Syria: We are fighting al-Qaeda (Photo: AP)
The Syrian foreign minister expressed discontent with the international community's handling of the Syrian crisis, casting blame at countries that fight terrorism in their lands, but "at the same time… supporting terrorism in my country, in contradiction of all United Nations' resolutions and all human and moral values."
He blamed "al-Qaeda, the most dangerous terrorist organization in the world, and its many offshoots, like Jabhat al-Nusra, the Islamic State in Iraq and the Levant, the Brigade of Islam and many others," for murder, saying that people were slaughtered "just because they violate the extremist ideology and deviant views of al-Qaeda.
"In my country, those terrorists violate, on daily basis, human rights, citizens' rights (...on the basis of) the citizens' religious beliefs and political affiliations."
He stressed that "There is no civil war in Syria, but it is a war against terror that recognizes no values, nor justice, nor equality, and disregards any rights or laws. Confronting this terror in my country requires the international community to act in accordance with relevant resolutions on counter-terrorism… and to take necessary and prompt measures to compel those well-known countries that finance, arm, train and provide a safe haven and passage for terrorists coming from different countries of the world," to stop doing so.
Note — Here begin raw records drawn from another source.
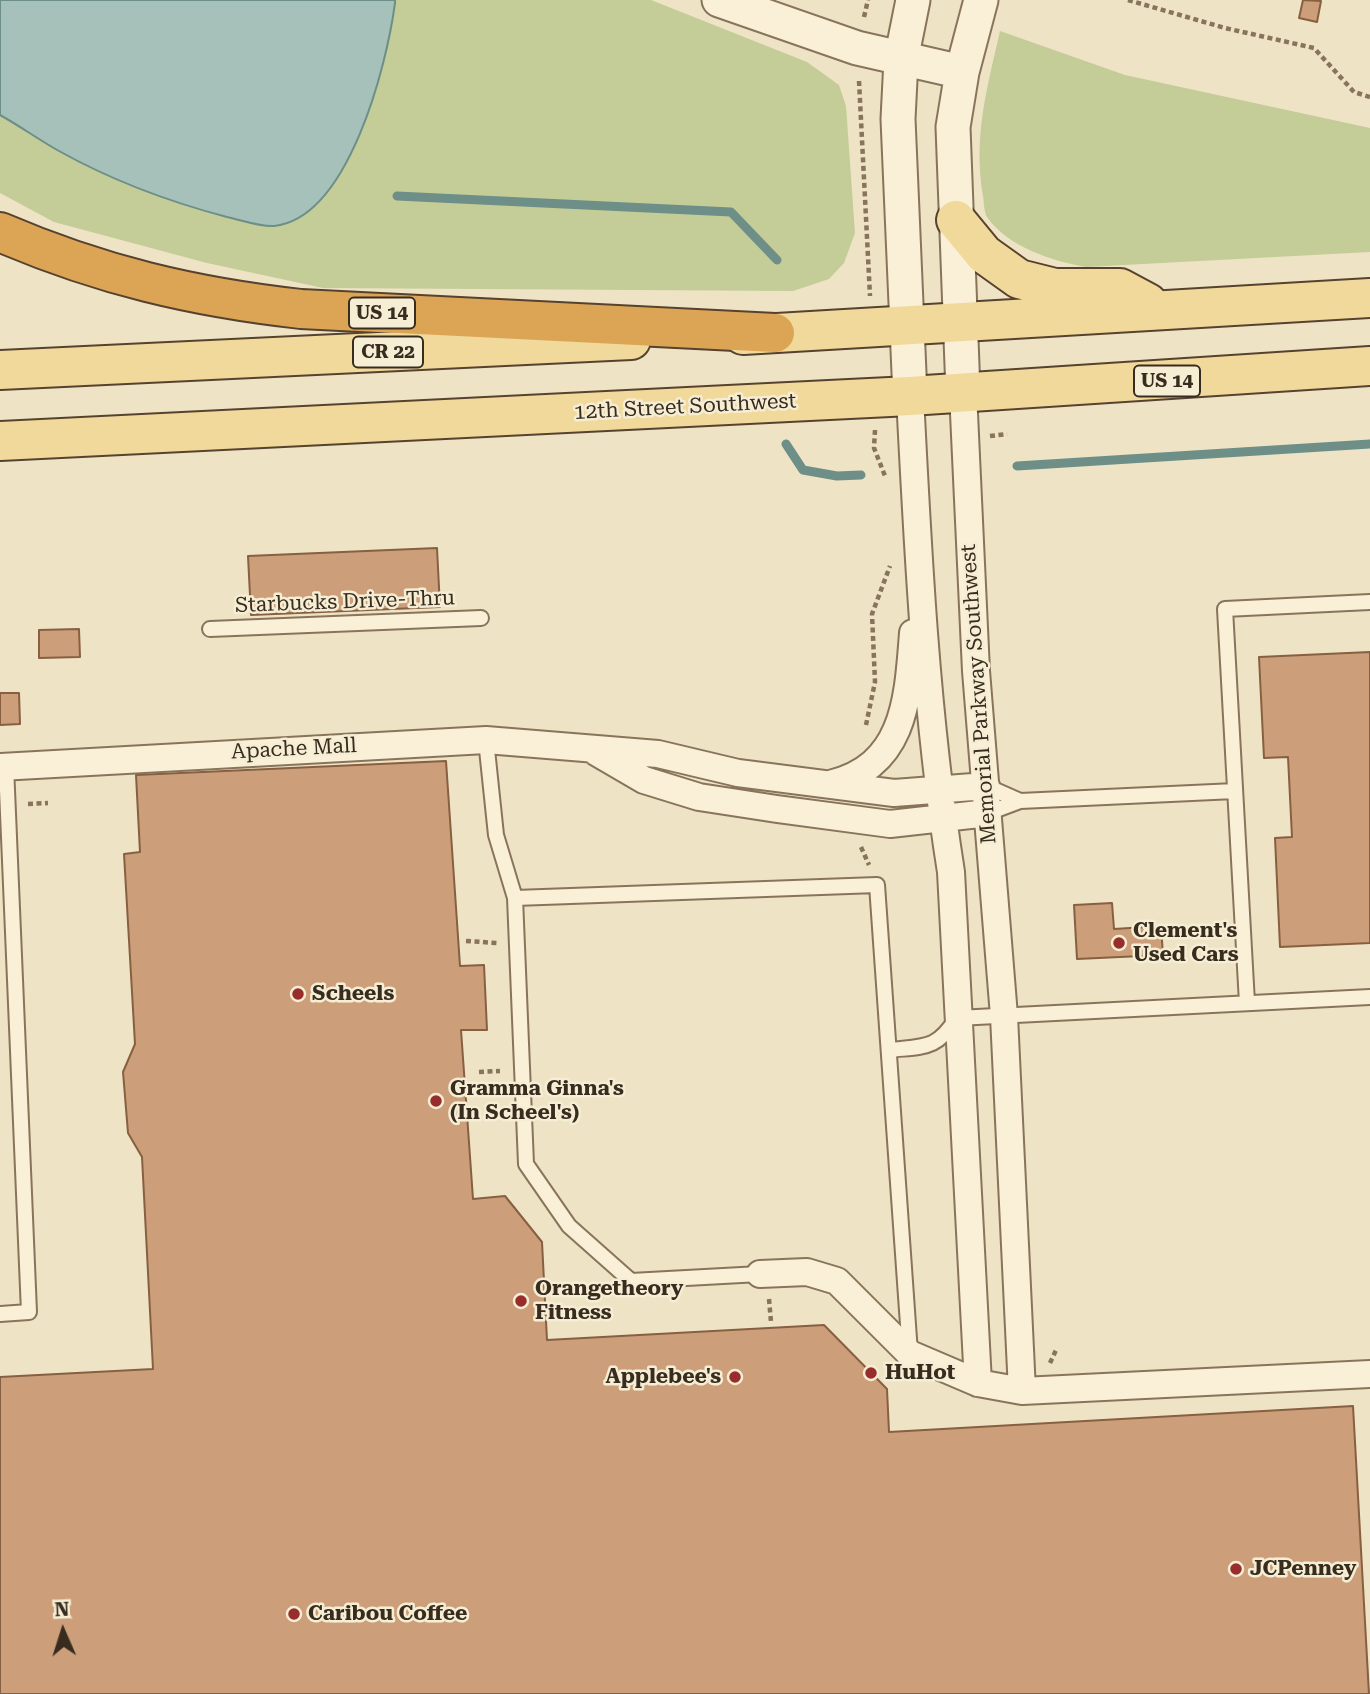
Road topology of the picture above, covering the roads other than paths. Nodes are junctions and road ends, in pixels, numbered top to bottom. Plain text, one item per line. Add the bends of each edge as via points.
1 (719, 0) edge
2 (913, 0) edge
3 (981, 0) edge
4 (901, 60) junction
5 (962, 72) junction
6 (956, 220) junction
7 (0, 232) edge
8 (1370, 298) edge
9 (1165, 312) junction
10 (960, 321) junction
11 (889, 326) junction
12 (775, 333) junction
13 (1370, 366) edge
14 (0, 370) edge
15 (963, 393) junction
16 (910, 396) junction
17 (0, 441) edge
18 (906, 557) junction
19 (1370, 602) edge
20 (481, 618) dead end
21 (210, 629) dead end
22 (486, 740) junction
23 (588, 748) junction
24 (3, 766) edge
25 (825, 786) junction
26 (986, 786) junction
27 (940, 789) junction
28 (1235, 791) junction
29 (1020, 801) junction
30 (988, 813) junction
31 (942, 817) junction
32 (516, 898) junction
33 (1370, 997) edge
34 (1247, 1003) junction
35 (1004, 1016) junction
36 (957, 1018) junction
37 (889, 1050) junction
38 (760, 1274) joint
39 (0, 1314) edge
40 (910, 1354) junction
41 (1370, 1374) edge
42 (978, 1383) junction
43 (1022, 1391) junction

1 - 4 street
2 - 4 street, Memorial Parkway Southwest
3 - 5 street, Memorial Parkway Southwest
4 - 5 street
4 - 11 street, Memorial Parkway Southwest
5 - 6 street, Memorial Parkway Southwest via 953,127
6 - 9 main road via 984,254 1019,279 1055,288 1120,288
6 - 10 street, Memorial Parkway Southwest
7 - 12 highway, US 14 via 114,276 242,303
8 - 9 main road, US 14
9 - 10 main road, US 14
10 - 11 main road, US 14
10 - 15 street, Memorial Parkway Southwest
11 - 12 main road, US 14
11 - 16 street, Memorial Parkway Southwest
12 - 14 main road, CR 22
13 - 15 main road, 12th Street Southwest / US 14
15 - 16 main road, 12th Street Southwest / US 14
15 - 26 street, Memorial Parkway Southwest
16 - 17 main road, 12th Street Southwest / US 14
16 - 18 street, Memorial Parkway Southwest
18 - 25 street via 907,706 895,736 856,775
18 - 27 street, Memorial Parkway Southwest
19 - 28 lane via 1225,609
20 - 21 lane, Starbucks Drive-Thru
22 - 23 street, Apache Mall
22 - 24 street, Apache Mall
22 - 32 lane via 496,835
23 - 25 street, Apache Mall via 658,754 738,773
23 - 31 street via 644,780 699,797 890,824
24 - 39 lane via 29,1312
25 - 27 street, Apache Mall via 894,793
26 - 27 street, Apache Mall
26 - 29 lane
26 - 30 street, Memorial Parkway Southwest
27 - 31 street, Memorial Parkway Southwest
28 - 29 lane
28 - 34 lane
29 - 30 lane
30 - 31 street
30 - 35 street, Memorial Parkway Southwest
31 - 36 street, Memorial Parkway Southwest via 951,873
32 - 37 lane via 877,885
32 - 38 lane via 526,1164 569,1226 631,1281
33 - 34 lane
34 - 35 lane
35 - 36 lane
35 - 43 street, Memorial Parkway Southwest
36 - 37 lane via 943,1039
36 - 42 street, Memorial Parkway Southwest
37 - 40 lane
38 - 40 street via 807,1272 837,1281
40 - 42 street
41 - 43 street
42 - 43 street

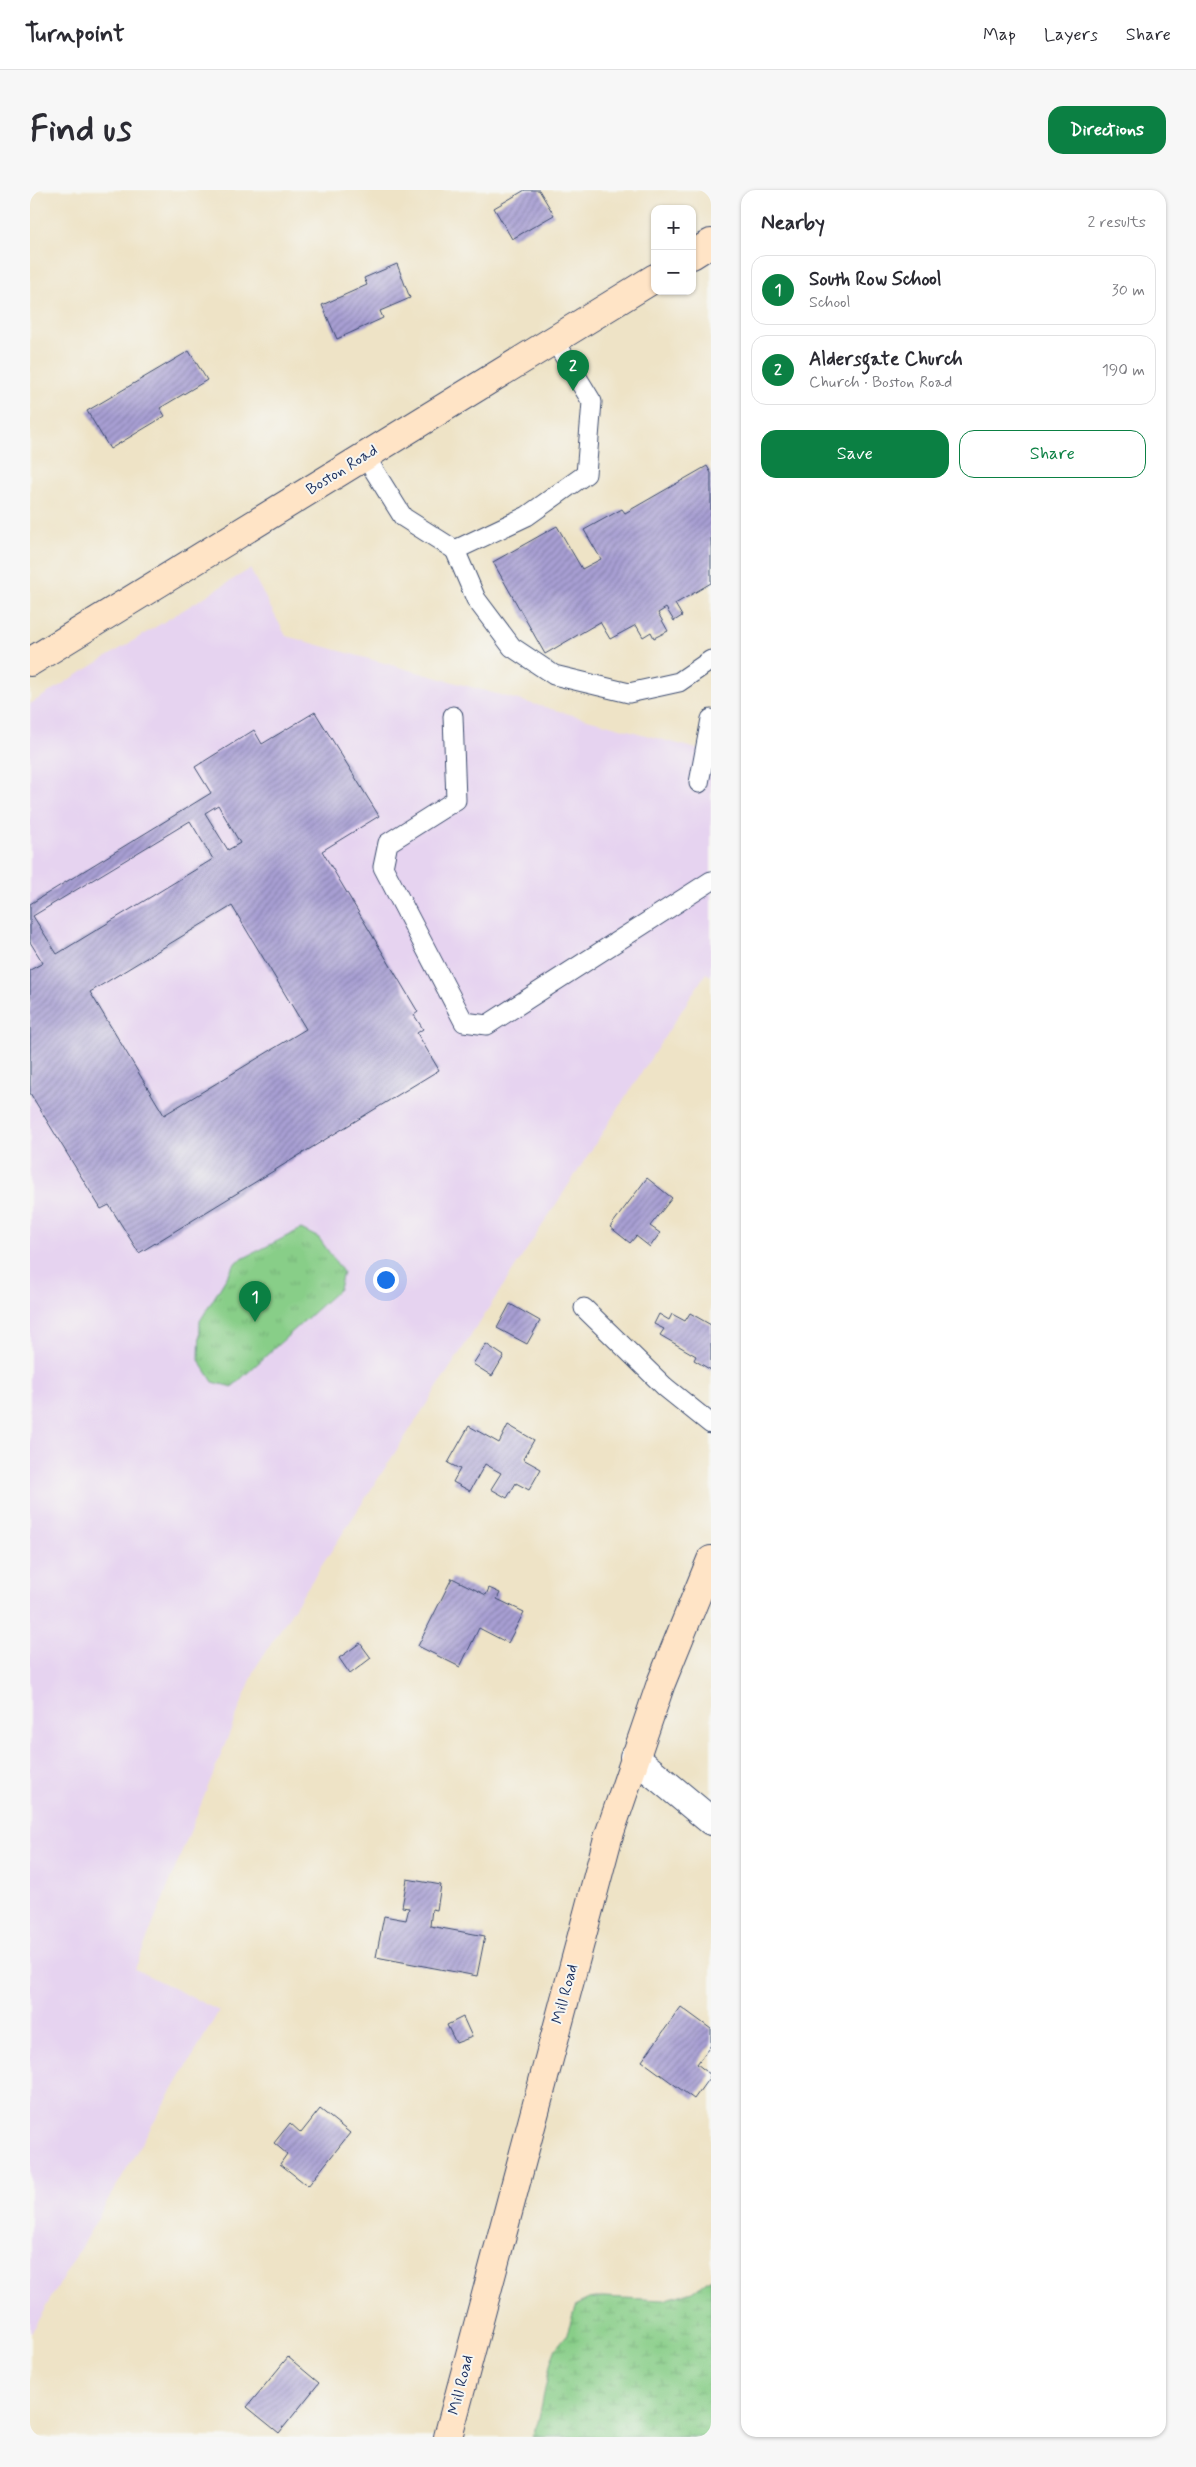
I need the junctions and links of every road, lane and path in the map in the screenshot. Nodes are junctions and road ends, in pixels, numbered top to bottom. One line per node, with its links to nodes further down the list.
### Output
1 (711, 243): 2 (main road)
2 (696, 252)
3 (651, 281): 4 (main road, Boston Road)
4 (555, 341): 5 (main road, Boston Road); 6 (lane)
5 (365, 456): 6 (lane); 8 (main road, Boston Road)
6 (455, 550): 7 (lane)
7 (711, 660)
8 (30, 662)
9 (453, 716): 12 (lane)
10 (711, 719): 11 (lane)
11 (699, 784)
12 (711, 881)
13 (584, 1308): 14 (lane)
14 (711, 1424)
15 (711, 1560): 16 (main road, Mill Road)
16 (634, 1757): 17 (street); 18 (main road, Mill Road)
17 (711, 1821)
18 (449, 2433)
He insisted that Syria was committed "to the full implementation of the provisions of the Convention," willing "to cooperate with the Organization for the Prohibition of Chemical Weapons (OPCW) as a state party to the Convention.
He urged the international community to resolve the crisis in his country via diplomacy, and to "stop all unilateral coercive measures imposed on Syria and the peoples of other countries, such as Venezuela, Belarus, Iran and the Democratic Peoples' Republic of Korea."